What to do: Would you copy out each line of the records below that includes the word "Left"?

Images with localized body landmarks
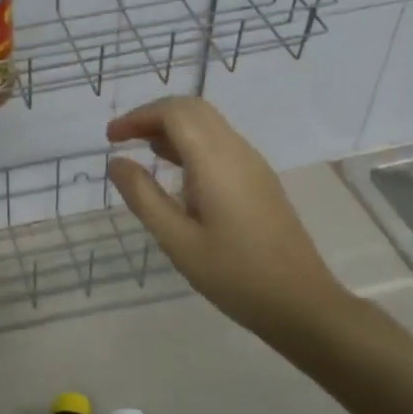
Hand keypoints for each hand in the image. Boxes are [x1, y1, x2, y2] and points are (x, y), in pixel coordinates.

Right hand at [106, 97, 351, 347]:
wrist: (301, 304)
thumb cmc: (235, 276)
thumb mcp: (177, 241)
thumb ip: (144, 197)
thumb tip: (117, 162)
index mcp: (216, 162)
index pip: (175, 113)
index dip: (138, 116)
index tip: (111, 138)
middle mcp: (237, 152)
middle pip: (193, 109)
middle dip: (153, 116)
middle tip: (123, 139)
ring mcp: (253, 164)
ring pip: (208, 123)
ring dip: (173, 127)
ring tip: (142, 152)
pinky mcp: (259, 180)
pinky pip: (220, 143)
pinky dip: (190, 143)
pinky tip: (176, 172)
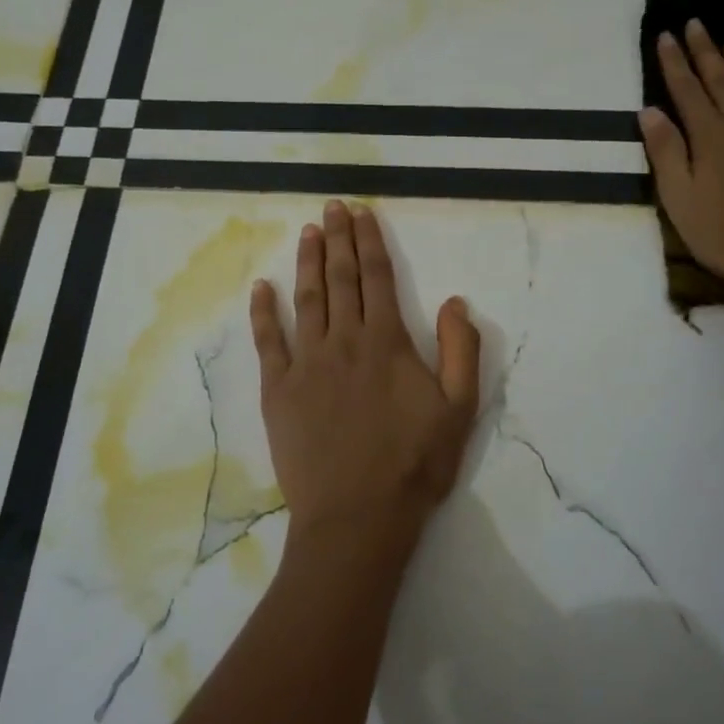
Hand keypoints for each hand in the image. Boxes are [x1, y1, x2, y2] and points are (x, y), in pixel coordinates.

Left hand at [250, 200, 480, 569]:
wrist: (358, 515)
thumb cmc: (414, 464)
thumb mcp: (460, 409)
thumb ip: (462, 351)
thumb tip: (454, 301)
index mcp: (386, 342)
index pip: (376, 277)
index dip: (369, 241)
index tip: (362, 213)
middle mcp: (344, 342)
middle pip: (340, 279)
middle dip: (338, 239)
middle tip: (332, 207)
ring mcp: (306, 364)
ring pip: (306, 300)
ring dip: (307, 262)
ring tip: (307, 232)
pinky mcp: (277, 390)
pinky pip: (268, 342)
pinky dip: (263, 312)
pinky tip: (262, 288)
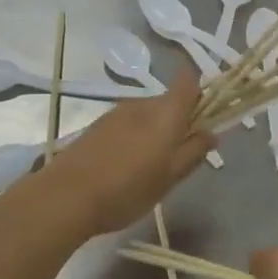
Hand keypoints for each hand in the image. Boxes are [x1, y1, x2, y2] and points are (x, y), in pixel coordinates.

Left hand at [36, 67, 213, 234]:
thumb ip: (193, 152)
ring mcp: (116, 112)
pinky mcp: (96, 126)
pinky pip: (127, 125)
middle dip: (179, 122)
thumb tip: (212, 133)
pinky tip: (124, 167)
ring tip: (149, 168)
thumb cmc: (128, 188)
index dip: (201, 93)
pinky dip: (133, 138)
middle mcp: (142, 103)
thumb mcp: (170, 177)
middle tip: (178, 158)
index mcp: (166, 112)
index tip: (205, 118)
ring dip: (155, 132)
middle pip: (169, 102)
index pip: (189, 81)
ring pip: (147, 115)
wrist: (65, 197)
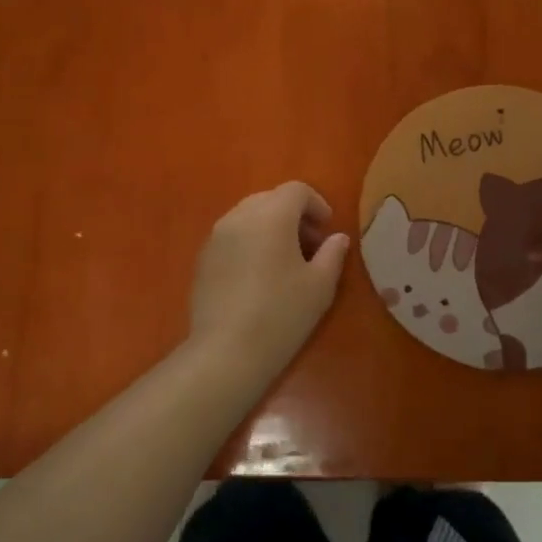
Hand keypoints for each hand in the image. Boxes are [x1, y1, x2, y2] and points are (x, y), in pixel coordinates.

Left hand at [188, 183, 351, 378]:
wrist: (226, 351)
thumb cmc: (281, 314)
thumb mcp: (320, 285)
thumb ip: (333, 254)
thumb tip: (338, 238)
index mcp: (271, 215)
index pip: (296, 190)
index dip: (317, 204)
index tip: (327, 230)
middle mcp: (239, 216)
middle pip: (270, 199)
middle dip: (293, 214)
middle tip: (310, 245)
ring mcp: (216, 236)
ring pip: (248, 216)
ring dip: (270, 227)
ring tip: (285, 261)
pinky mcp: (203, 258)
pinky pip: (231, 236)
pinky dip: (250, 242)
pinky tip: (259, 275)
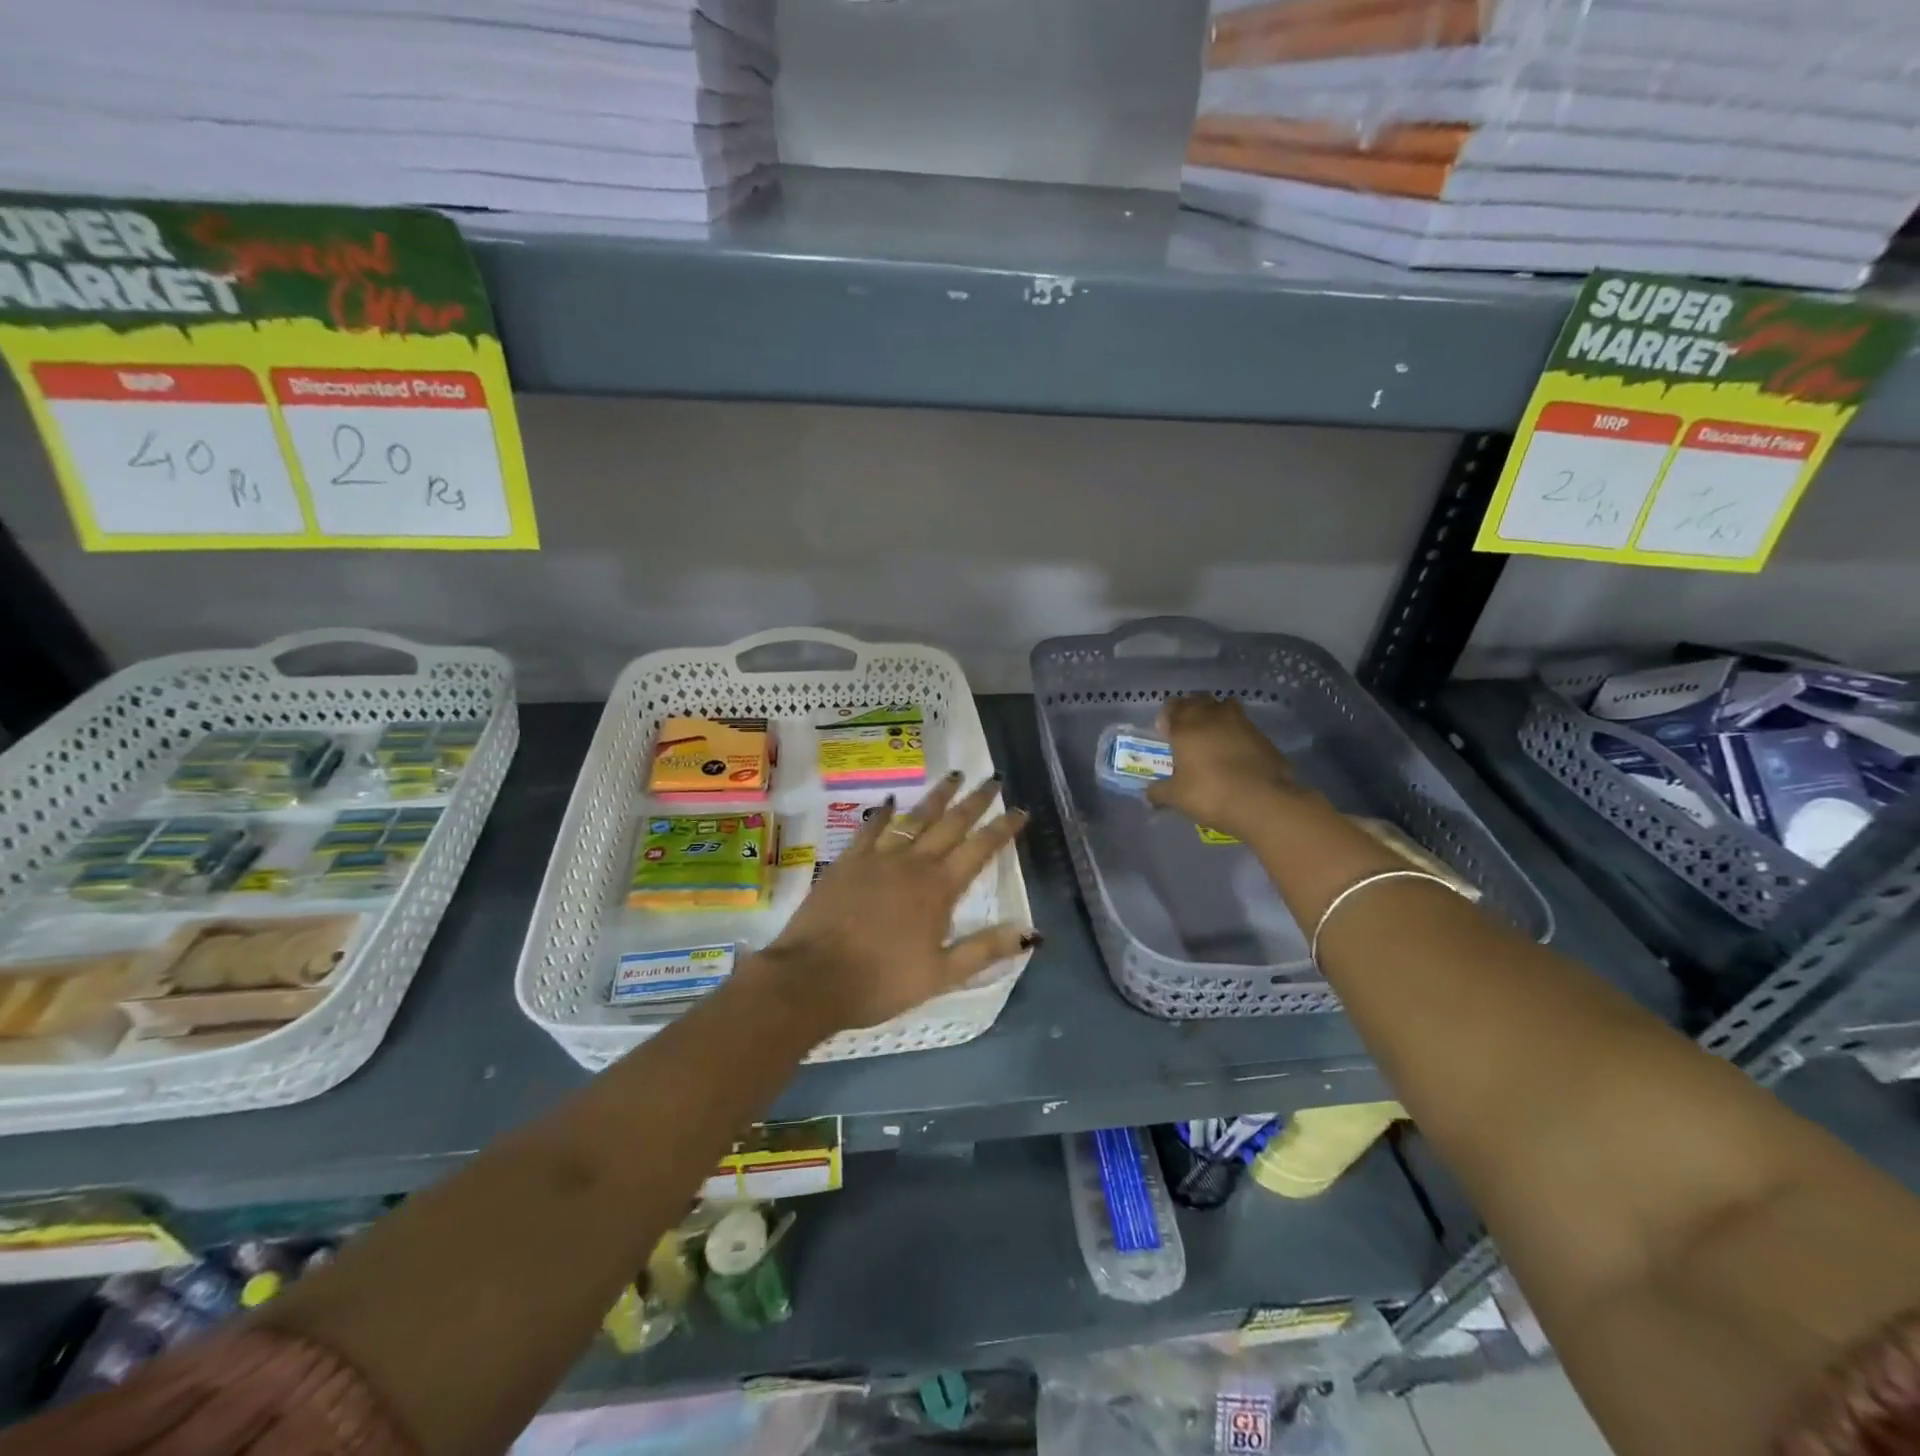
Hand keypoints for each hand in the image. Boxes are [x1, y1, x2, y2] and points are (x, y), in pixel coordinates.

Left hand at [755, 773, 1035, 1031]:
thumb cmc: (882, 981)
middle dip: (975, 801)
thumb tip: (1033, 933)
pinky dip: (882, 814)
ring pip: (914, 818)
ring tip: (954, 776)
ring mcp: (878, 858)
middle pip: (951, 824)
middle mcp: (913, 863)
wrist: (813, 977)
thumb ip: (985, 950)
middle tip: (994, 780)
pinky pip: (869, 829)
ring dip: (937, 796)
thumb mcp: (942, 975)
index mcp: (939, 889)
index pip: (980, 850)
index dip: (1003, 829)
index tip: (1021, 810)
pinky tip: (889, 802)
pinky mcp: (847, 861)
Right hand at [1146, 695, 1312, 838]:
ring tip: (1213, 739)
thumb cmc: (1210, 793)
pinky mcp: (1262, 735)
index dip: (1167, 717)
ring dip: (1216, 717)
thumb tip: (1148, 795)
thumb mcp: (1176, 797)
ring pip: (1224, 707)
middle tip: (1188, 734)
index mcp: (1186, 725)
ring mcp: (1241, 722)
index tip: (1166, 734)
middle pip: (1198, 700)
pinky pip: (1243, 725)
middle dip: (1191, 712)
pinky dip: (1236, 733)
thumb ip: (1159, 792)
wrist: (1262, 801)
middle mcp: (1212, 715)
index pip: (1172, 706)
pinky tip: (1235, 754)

Completed task:
Left hand at [250, 200, 480, 569]:
Left hand at [36, 67, 213, 234]:
Left hand at [188, 183, 351, 378]:
Left hand at [755, 773, 1035, 1031]:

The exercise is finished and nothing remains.